When the answer is both
For plenty of Valley businesses, the honest answer is both. Google catches the people who need you today; Meta warms up the people who'll need you next quarter. Retargeting ties them together — someone clicks your Google ad, doesn't call, and your Meta ad follows them around for a fraction of what that first click cost. That second touch is often the one that books.
The warning: don't split a small budget in half. Two platforms, each starved of data, learn nothing. If your spend can't support both, pick your lane from the framework above and own it. On the management side, we run Meta at $1,750/mo, Google PPC at $1,500/mo, or both bundled at $2,800/mo — the bundle exists precisely because the two platforms work better as a team.
The cheat sheet, business by business
- Emergency home services (HVAC, plumbing, garage doors, pest): Google first. Search, Maps, call tracking. Add Meta later for the considered side of your business.
- Considered home upgrades (pools, remodels, landscaping): Meta first to create the want; Google to catch the searches you created.
- Med spas, wellness, coaching: Meta first. Own your branded searches on Google so nobody else does.
- Restaurants, bars, events: Instagram and Facebook, aimed tight around your neighborhood. Keep the Maps listing clean.
- Lawyers, dentists, accountants: Google first — people search when it hurts.
- Brand-new business nobody's heard of: Meta to get known, plus a small Google budget to catch whatever search demand already exists.
- Spending $3K/mo or more: run both and let the lead data pick the split.
One last thing. None of this works without honest measurement — every lead traced back to the exact ad that produced it. It's why every client gets Persequor.ai, the reporting dashboard we built in-house, free. After 5,000+ qualified leads and $3M+ in client sales across the Valley, we can tell you the Google-vs-Facebook argument matters a lot less than knowing, every single week, which one is actually booking your calendar.
Quick answers
It depends on how your customers buy. Urgent needs — HVAC repair, plumbing, legal, dental — belong on Google, because people search the moment the problem hits.
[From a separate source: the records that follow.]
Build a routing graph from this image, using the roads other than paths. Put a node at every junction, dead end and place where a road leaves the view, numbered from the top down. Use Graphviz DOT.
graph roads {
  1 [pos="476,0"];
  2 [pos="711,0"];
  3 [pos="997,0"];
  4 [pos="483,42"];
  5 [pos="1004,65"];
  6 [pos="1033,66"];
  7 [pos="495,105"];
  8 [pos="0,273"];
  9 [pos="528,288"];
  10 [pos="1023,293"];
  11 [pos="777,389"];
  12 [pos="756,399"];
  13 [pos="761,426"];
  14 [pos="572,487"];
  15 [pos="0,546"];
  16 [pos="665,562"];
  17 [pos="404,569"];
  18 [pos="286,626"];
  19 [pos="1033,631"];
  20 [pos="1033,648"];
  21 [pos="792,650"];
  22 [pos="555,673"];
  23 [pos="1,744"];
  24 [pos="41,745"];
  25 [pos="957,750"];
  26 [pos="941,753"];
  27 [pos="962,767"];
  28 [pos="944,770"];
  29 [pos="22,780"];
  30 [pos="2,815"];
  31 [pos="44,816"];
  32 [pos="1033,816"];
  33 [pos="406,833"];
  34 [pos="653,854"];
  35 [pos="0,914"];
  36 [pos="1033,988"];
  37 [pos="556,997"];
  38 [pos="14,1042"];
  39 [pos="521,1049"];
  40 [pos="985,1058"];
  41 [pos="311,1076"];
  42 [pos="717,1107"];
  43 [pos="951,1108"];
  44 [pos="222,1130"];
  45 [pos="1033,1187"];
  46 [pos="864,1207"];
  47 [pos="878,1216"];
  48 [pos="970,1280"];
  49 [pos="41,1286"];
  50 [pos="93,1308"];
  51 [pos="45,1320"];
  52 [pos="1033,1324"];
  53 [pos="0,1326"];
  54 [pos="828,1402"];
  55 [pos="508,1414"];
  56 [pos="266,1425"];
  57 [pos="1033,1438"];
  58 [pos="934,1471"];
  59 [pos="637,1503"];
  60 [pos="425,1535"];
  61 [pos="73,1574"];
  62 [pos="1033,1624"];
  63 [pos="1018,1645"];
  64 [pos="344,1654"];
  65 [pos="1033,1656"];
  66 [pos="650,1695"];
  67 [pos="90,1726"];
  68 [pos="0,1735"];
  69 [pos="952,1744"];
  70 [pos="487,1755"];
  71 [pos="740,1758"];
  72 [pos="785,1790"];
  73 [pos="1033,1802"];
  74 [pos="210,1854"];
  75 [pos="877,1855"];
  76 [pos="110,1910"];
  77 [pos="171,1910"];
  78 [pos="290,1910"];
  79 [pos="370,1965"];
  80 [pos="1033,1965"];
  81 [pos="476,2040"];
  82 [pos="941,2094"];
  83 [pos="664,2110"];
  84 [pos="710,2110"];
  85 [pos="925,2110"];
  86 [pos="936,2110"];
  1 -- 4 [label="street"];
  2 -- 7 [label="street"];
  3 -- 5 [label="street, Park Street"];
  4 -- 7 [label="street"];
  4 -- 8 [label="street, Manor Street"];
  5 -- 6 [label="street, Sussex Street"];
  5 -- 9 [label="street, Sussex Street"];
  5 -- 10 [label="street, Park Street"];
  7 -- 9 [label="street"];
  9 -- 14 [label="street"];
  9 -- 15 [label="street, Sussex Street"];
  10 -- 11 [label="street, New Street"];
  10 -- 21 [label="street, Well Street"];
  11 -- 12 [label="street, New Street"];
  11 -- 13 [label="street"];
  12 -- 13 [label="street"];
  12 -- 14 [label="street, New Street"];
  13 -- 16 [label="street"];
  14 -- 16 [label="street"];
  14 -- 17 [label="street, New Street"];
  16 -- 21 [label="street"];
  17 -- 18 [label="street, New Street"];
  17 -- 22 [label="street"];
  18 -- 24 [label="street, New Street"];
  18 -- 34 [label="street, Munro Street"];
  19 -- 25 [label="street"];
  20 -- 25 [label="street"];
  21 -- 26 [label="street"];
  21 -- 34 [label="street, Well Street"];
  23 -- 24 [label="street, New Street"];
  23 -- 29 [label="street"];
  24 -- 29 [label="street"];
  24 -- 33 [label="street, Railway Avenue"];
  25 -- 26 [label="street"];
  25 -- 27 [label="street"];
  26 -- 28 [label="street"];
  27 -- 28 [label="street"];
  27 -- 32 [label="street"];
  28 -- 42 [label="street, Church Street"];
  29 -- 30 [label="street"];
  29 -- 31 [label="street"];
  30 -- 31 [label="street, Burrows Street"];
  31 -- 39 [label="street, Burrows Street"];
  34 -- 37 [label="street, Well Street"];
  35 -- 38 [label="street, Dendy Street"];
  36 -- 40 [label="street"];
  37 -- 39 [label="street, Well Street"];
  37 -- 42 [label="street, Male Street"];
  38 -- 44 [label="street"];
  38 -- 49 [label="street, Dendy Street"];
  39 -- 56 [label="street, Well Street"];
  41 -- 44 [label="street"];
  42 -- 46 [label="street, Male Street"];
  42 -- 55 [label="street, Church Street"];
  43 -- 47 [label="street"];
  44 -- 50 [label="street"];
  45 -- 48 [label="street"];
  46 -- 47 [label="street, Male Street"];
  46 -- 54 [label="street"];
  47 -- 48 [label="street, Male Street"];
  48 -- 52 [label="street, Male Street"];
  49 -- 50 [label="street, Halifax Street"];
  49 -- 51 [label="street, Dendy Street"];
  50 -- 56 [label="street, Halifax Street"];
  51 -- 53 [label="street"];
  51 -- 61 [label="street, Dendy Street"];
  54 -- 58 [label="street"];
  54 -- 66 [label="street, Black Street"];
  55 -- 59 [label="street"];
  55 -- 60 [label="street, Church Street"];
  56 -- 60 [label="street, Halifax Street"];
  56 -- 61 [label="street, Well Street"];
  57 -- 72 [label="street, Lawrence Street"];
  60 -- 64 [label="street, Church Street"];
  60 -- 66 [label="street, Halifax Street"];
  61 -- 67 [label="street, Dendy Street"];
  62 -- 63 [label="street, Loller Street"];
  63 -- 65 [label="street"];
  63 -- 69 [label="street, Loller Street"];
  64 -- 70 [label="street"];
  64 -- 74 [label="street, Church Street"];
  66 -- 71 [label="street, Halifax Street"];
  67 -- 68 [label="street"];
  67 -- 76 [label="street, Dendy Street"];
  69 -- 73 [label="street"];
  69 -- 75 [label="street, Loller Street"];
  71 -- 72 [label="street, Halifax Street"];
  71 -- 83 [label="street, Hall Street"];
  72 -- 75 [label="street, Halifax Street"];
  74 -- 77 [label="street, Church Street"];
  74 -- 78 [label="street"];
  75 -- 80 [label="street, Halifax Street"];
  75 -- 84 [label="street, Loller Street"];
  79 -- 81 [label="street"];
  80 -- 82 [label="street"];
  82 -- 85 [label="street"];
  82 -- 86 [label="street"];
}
Considered or visual purchases — med spas, remodels, pools, restaurants — belong on Facebook and Instagram, where the want gets created. Many Phoenix businesses eventually run both: Google catches today's demand while Meta builds next month's.
Per click, usually yes. Recent industry benchmarks put the average Google Ads click a bit over $5 — closer to $8 for home services — while Facebook clicks typically run cheaper and lead campaigns average out in the high-$20s per lead. But per qualified lead, the gap narrows, because Google clicks carry intent. Judge both platforms on cost per qualified lead, not cost per click.
You can, but don't split too thin. Both platforms need enough data to learn, and two starved campaigns underperform one funded one. We recommend around $3K/mo minimum in ad spend — paid directly to the platforms, never marked up. Below that, pick one platform based on how your customers buy, own it, and add the second once results support it.